En este sentido, una de las preguntas centrales es cómo los conflictos se han estructurado en función del cuerpo y las emociones. Lo primero, en tanto el cuerpo deviene no sólo objeto de explotación-expropiación sino también territorio donde se dirime el conflicto. La expansión colonial sobre el “planeta interno” parece marcar el horizonte expansivo del capital y, en este sentido, sobre las emociones se monta una serie de mecanismos y dispositivos orientados a performar los modos de sentir, ocluyendo los conflictos, y consagrando la mercantilización de la vida como la “forma natural de vivir” (Melucci 2016; Scribano 2009).
Así, el “cuerpo precario”4 remite a la geo-inscripción de millones de sujetos que se ubican en posiciones vecinas, configuradas a partir de las coordenadas que arrojan los saldos negativos de los procesos expropiatorios en los confines neo-coloniales del capital. Se trata de cuerpos marcados por la falta de acceso a los nutrientes, enfermos por los procesos de contaminación, estresados por las exigencias laborales y sociales a que se encuentran sometidos. Cuerpos signados por la falta de referentes identitarios ante la pérdida de centralidad de la ocupación como organizador de un sistema de status; marcados por frágiles construcciones de pertenencia a territorios socio-segregados, o directamente negados/silenciados debido a las expulsiones productivas generadas por la expansión de los geo-circuitos del extractivismo. Cuerpos que encarnan mandatos de “lo productivo”, así como de “lo deseable”, en torno a cómo y dónde vivir, derivados de los mecanismos metabólicos a partir de los cuales las energías vitales devienen capital acumulable.
En esta línea, el “cuerpo precario” remite a una geometría social inscripta en procesos globales de expansión del capitalismo, asociada a una particular gramática de acción. Las externalidades de los procesos de desarrollo constituyen marcas en los cuerpos, las cuales portan ciertas inercias sociales orientadas obstaculizar el auto-hetero-reconocimiento, promoviendo así la minusvalía de la acción.

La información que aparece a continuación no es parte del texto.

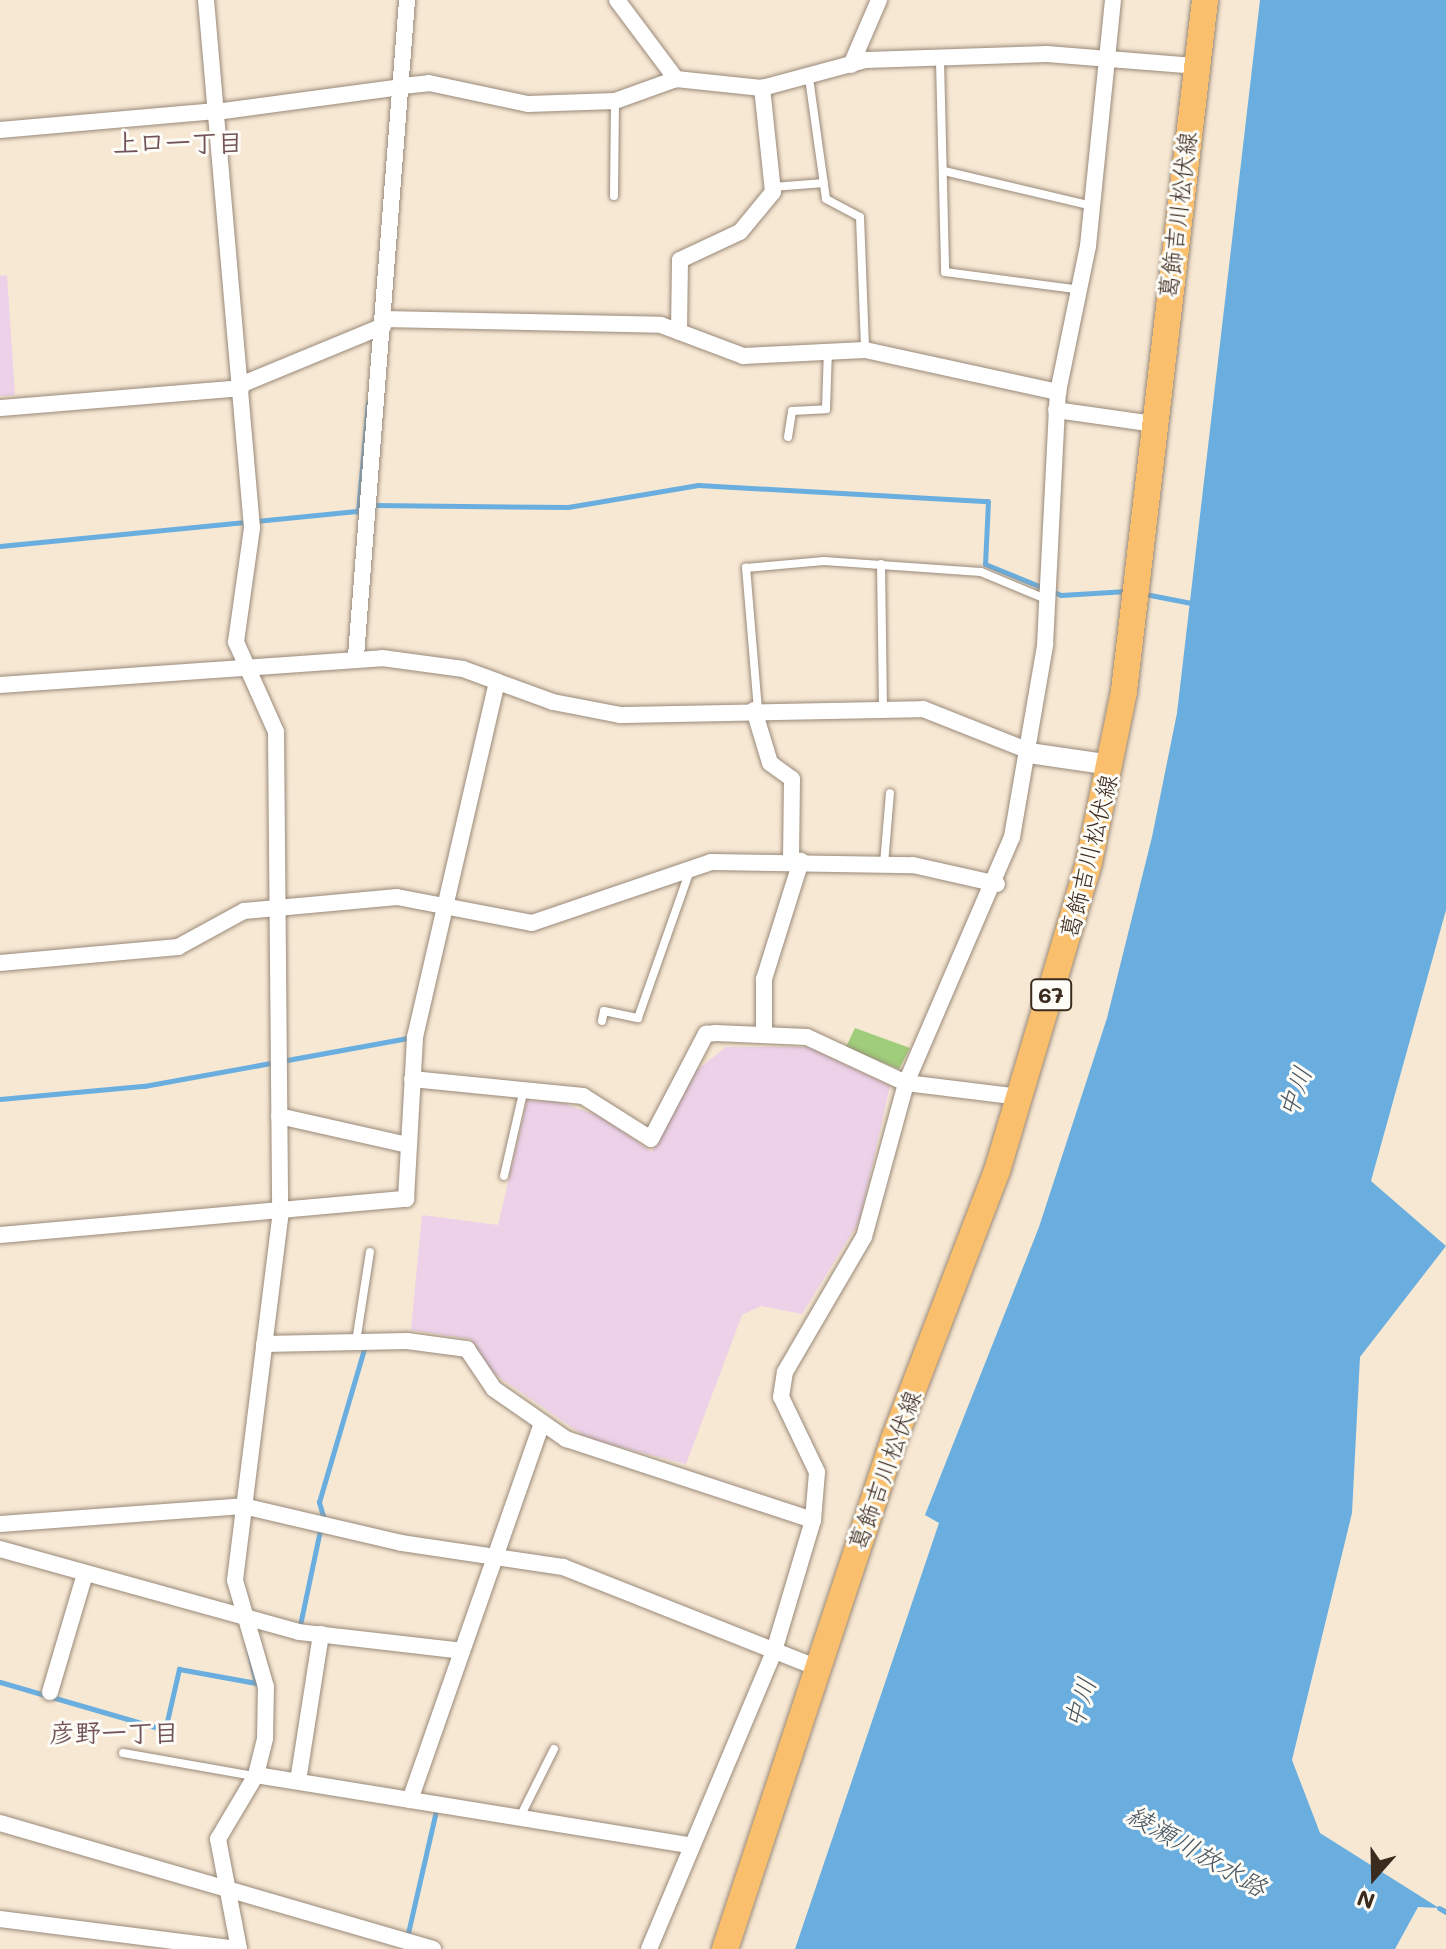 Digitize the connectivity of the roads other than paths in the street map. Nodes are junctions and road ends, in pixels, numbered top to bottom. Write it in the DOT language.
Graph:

Con el objetivo de analizar los modos en que el riesgo y la incertidumbre moldean a estos “cuerpos precarios”, en este apartado se sintetizan algunas escenas conflictuales en torno al habitar, el ambiente y el trabajo que han tenido lugar recientemente en contextos urbanos argentinos.
En Argentina, desde hace (mucho) más de medio siglo, las villas y asentamientos informales constituyen los reservorios de la pobreza más extrema. Aunque no agotan todas las formas de precariedad habitacional registrada a escala urbana –aquí deben agregarse también los inquilinatos, hoteles, pensiones y casas tomadas– su impacto social, económico, ambiental y estético sobre la vida de las ciudades es innegable.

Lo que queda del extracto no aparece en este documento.